The humid subtropical climate (Cfa) is found in the Garonne and Rhône's inland plains. Summers are hot and wet, while winters are cool and damp. Cities affected by this climate: Albi, Carcassonne, Lyon, Orange, Toulouse, Valence.
The oceanic climate (Cfb) is found around the coasts of the Bay of Biscay, and a little bit inland. Summers are pleasantly warm and wet, while winters are cool and damp. Cities affected by this climate: Amiens, Biarritz, Bordeaux, Brest, Cherbourg-en-Cotentin, Dunkirk, Lille, Nantes, Orléans, Paris, Reims, Tours.
The degraded oceanic climate (degraded-Cfb) is found in the interior plains and in the intra-alpine valleys, far from the ocean (or sea). Summers are hot and wet, while winters are cold and gloomy. Cities affected by this climate: Annecy, Besançon, Bourges, Chambéry, Clermont-Ferrand, Colmar, Dijon, Grenoble, Langres, Metz, Mulhouse, Nancy, Strasbourg.
The subalpine oceanic climate (Cfc) is found at the foot of all the mountainous regions of France. Summers are short, cool and wet, while winters are moderately cold and damp. No major cities are affected by this climate.
The warm-summer mediterranean continental climate (Dsb) is found in all the mountainous regions of Southern France between 700 and 1,400 metres a.s.l. Summers are pleasantly warm and dry, while winters are very cold and snowy. City affected by this climate: Barcelonnette.
The cool-summer mediterranean continental climate (Dsc) is found in all the mountainous regions of Southern France between 1,400 and 2,100 metres a.s.l. Summers are cool, short and dry, while winters are very cold and snowy. Place affected by this climate: Isola 2000.
The warm-summer humid continental climate (Dfb) is found in all the mountainous regions of the Northern half of France between 500 and 1,000 metres a.s.l. Summers are pleasantly warm and wet, while winters are very cold and snowy. Cities affected by this climate: Chamonix, Mouthe. In January 1985, in Mouthe, the temperature has dropped under −41 °C.
The subalpine climate (Dfc) is found in all the mountainous regions of the northern half of France between 1,000 and 2,000 metres a.s.l. Summers are cool, short and wet, while winters are very cold and snowy. Places affected by this climate: Cauterets Courchevel, Alpe d'Huez, Les 2 Alpes, Peyragudes, Val-Thorens.
 The alpine tundra climate (ET) is found in all the mountainous regions of France, generally above 2,000 or 2,500 metres a.s.l. Summers are chilly and wet, while winters are extremely cold, long and snowy. Mountains affected by this climate: Aiguilles-Rouges, Aravis, the top of Crêt de la neige (rare, altitude 1,718 m) and the top of Grand-Ballon (rare, altitude 1,423 m).
 The ice cap climate (EF) is found in all the mountainous regions of France that have a glacier. Summers are cold and wet, while winters are extremely cold, long and snowy. Mountains affected by this climate: Aiguille du midi, Barre des Écrins, Belledonne, Grand-Casse, Mont Blanc (4,810 m), Pic du Midi de Bigorre.
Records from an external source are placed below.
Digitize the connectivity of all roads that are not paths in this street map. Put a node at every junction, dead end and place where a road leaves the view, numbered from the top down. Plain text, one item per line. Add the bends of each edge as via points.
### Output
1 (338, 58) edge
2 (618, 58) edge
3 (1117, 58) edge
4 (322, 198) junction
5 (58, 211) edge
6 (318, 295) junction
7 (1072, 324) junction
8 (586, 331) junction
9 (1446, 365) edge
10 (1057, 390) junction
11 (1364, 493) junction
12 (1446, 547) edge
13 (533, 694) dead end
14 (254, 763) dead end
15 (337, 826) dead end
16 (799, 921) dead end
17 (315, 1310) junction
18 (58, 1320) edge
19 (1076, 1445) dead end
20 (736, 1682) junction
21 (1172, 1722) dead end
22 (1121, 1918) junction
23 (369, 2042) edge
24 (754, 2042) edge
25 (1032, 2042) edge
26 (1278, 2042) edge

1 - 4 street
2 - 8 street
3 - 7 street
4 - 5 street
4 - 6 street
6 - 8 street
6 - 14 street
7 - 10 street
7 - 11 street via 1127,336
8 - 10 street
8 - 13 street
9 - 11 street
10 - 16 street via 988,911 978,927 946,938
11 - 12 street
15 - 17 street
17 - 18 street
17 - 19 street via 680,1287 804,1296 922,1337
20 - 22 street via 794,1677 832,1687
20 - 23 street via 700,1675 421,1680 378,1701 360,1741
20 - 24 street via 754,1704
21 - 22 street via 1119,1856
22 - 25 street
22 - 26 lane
Climate change in France includes above average heating.

Elevation extremes
 Lowest point: Étang de Lavalduc, Bouches-du-Rhône -10 m
 Highest point: Mont Blanc 4,808 m

Land use
 Arable land: 33.40%
 Permanent crops: 1.83%
 Other: 64.77% (2007)

Irrigated land: 26,420 km2 (2007)

Total renewable water resources: 211 km3 (2011)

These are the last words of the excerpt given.